OPINION: Anti-vax agenda a danger to all of us
OF THE countless indulgent arguments presented in modern times, vaccine denialism has to be one of the more insidious ones.
Leaving aside the reality the claims of anti-vaxers have been thoroughly debunked and discredited by the world's leading medical professionals, the movement's extremists aren't above resorting to gutter tactics, even allegedly attacking the families of dead children.
Reading a news.com article about the harassment of the family of little Sloan DeRosier, who died in his cot in July, I was disturbed but not surprised to see anti-vaxxers had allegedly suggested vaccines were to blame.

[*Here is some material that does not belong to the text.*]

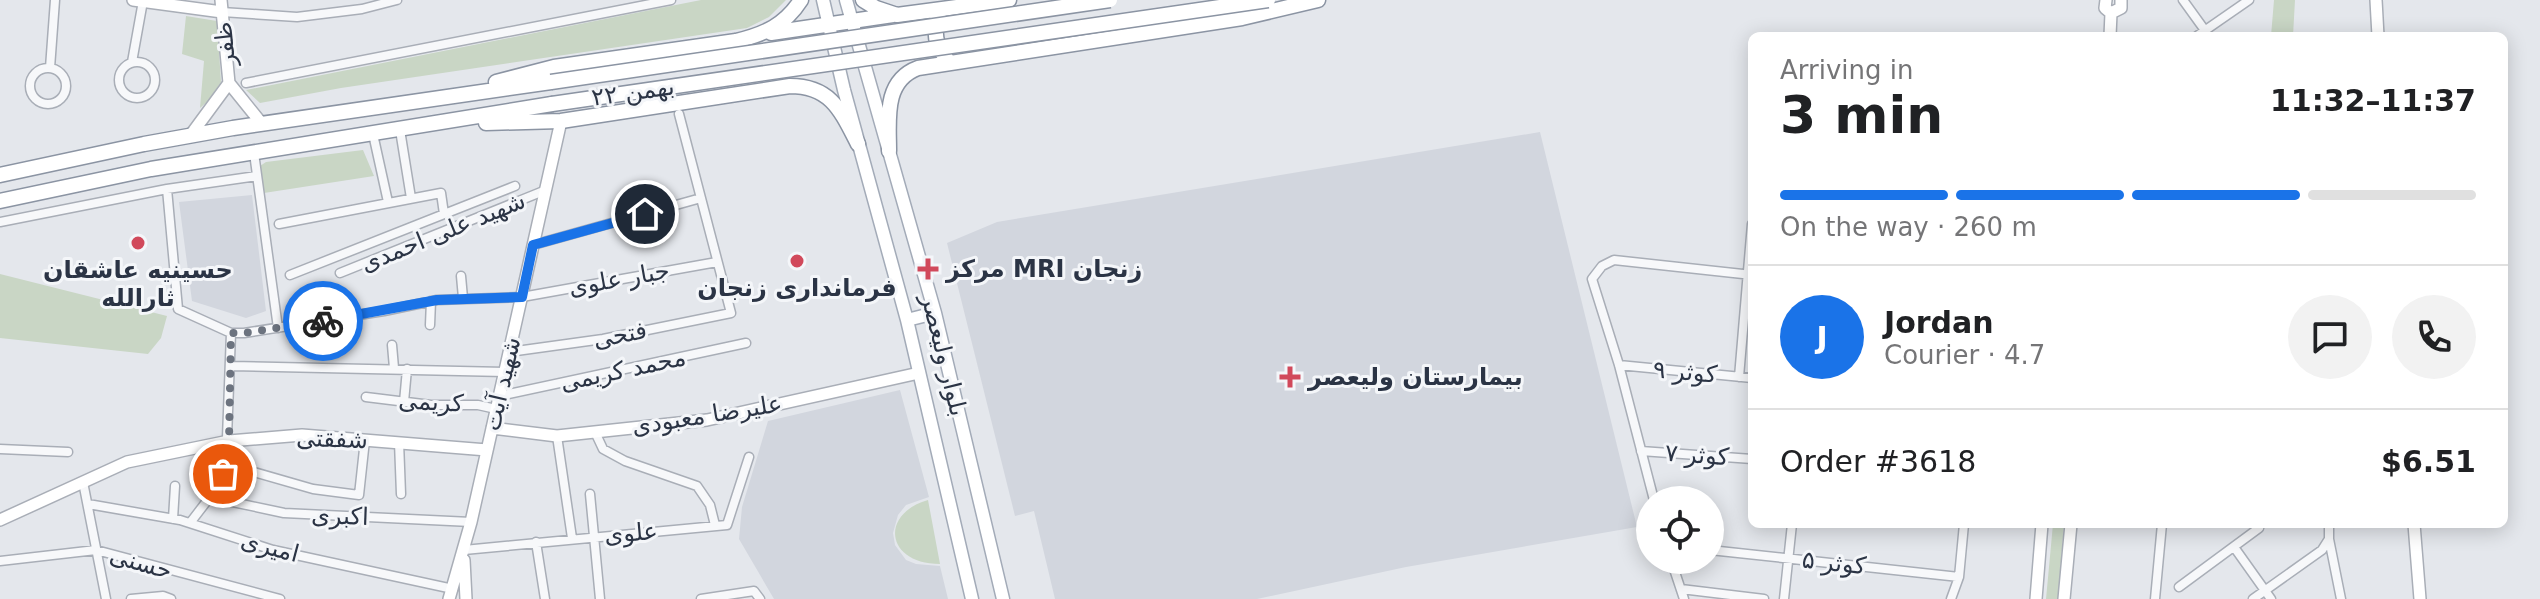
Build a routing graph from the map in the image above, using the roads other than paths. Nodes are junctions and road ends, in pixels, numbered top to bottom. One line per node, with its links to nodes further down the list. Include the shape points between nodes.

Despite the cause of death being undetermined, the grieving mother was allegedly bombarded with messages from anti-vaxxers laying the blame on her.
Sadly, it's not uncommon for anti-vaxxers to engage in increasingly vile commentary, disregarding the facts to suit their sad agenda without the slightest regard for the victims, or the facts.

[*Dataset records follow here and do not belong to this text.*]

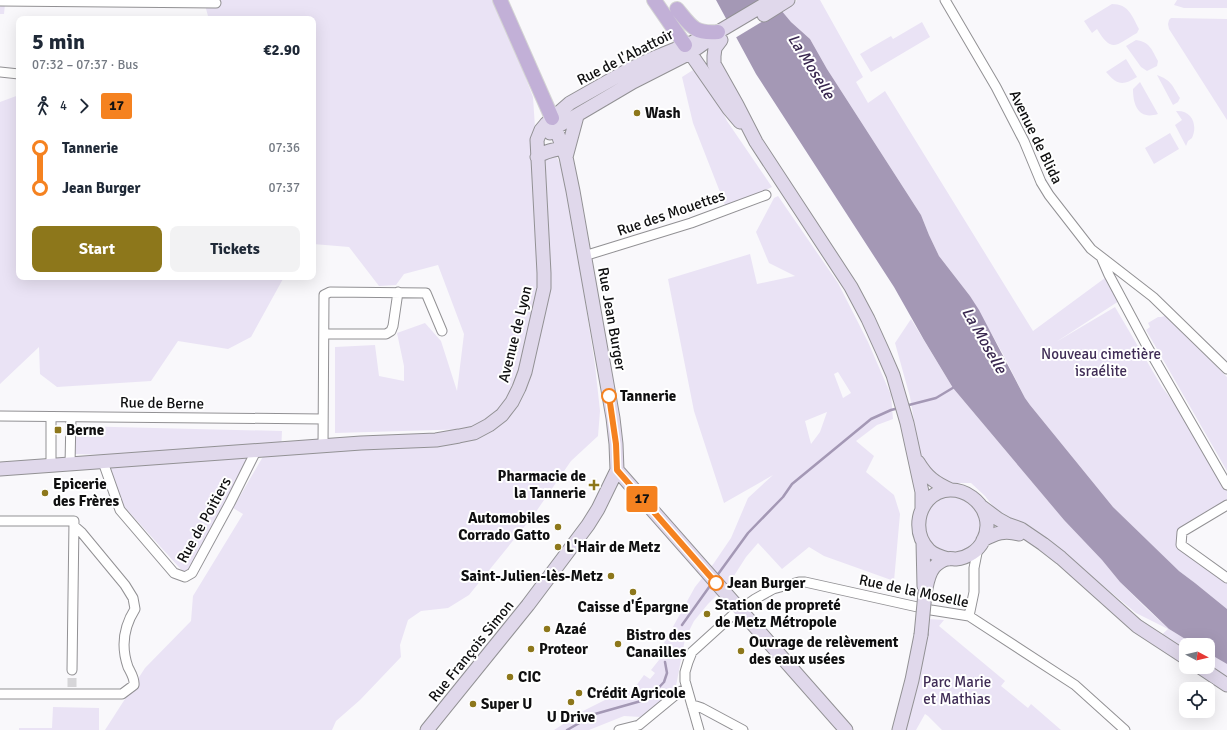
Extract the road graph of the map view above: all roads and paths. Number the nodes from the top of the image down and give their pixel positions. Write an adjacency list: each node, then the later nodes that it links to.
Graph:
1 (500, 0): 15 (main road)
2 (654, 0): 10 (main road)
3 (772, 0): 9 (main road)
4 (788, 0): 9 (main road)
5 (944, 0): 21 (street, Avenue de Blida)
6 (0, 1): 7 (street)
7 (216, 3)
8 (675, 4): 9 (main road); 10 (main road)
9 (725, 33): 10 (main road, Rue de l'Abattoir); 13 (main road)
10 (692, 48): 13 (main road); 14 (main road, Rue de l'Abattoir); 15 (main road, Rue de l'Abattoir); 16 (main road)
11 (0, 72): 12 (street)
12 (16, 74)
13 (737, 105): 16 (main road)
14 (577, 116): 15 (main road, Rue de l'Abattoir); 17 (main road)
15 (553, 123): 17 (main road, Rue Jean Burger); 18 (main road, Avenue de Lyon)
16 (756, 142): 32 (main road)
17 (565, 153): 18 (main road); 20 (main road, Rue Jean Burger)
18 (537, 157): 30 (main road, Avenue de Lyon)
19 (766, 195): 20 (street, Rue des Mouettes)
20 (584, 256): 37 (main road, Rue Jean Burger)
21 (1101, 258): 25 (street, Avenue de Blida); 38 (street)
22 (398, 292): 23 (street); 24 (street); 24 (street)
23 (442, 331)
24 (324, 334): 29 (street)
25 (1227, 369)
26 (0, 416): 27 (street, Rue de Berne)
27 (51, 417): 28 (street, Rue de Berne); 35 (street)
28 (71, 417): 29 (street, Rue de Berne); 34 (street)
29 (323, 419): 30 (street)
30 (323, 446): 31 (main road, Avenue de Lyon)
31 (256, 451): 33 (main road, Avenue de Lyon); 33 (street, Rue de Poitiers)
32 (914, 456): 39 (main road); 42 (main road)
33 (104, 462): 34 (main road, Avenue de Lyon)
34 (70, 464): 35 (main road)
35 (51, 466): 36 (main road)
36 (0, 469)
37 (617, 470): 51 (main road); 61 (main road, Rue François Simon)
38 (1227, 485)
39 (951, 490): 41 (main road); 42 (main road)
40 (1227, 505): 49 (street)
41 (982, 507): 45 (main road); 47 (main road)
42 (922, 508): 46 (main road)
43 (0, 521): 44 (street)
44 (74, 523): 54 (street); 58 (street)
45 (1036, 539): 47 (main road); 53 (main road)
46 (922, 542): 48 (main road); 50 (main road)
47 (981, 544): 48 (main road); 52 (street)
48 (948, 559): 50 (main road)
49 (1227, 578)
50 (925, 593): 59 (main road, bridge)
51 (740, 610): 52 (street, Rue de la Moselle); 57 (street, Rue de la Moselle); 65 (main road)
52 (969, 616): 68 (street, Rue de la Moselle)
53 (1179, 653)
54 (72, 670)
55 (1210, 674): 56 (main road)
56 (1227, 685)
57 (687, 689): 60 (street, Rue de la Moselle); 62 (street)
58 (0, 694)
59 (906, 699): 66 (main road); 67 (main road)
60 (692, 706): 63 (street, Rue de la Moselle); 64 (street)
61 (427, 730)
62 (619, 730)
63 (699, 730)
64 (743, 730)
65 (846, 730)
66 (890, 730)
67 (899, 730)
68 (1125, 730)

Regional areas, particularly those with high rates of autism, a condition anti-vaxxers repeatedly link to immunisation regardless of a complete lack of proof, can sometimes be a breeding ground for these dangerous conspiracy theories.
It's always worth asking anyone under 40 who is considering joining these causes if they know someone who died from diseases like polio, smallpox or measles. Chances are they don't, because they were vaccinated.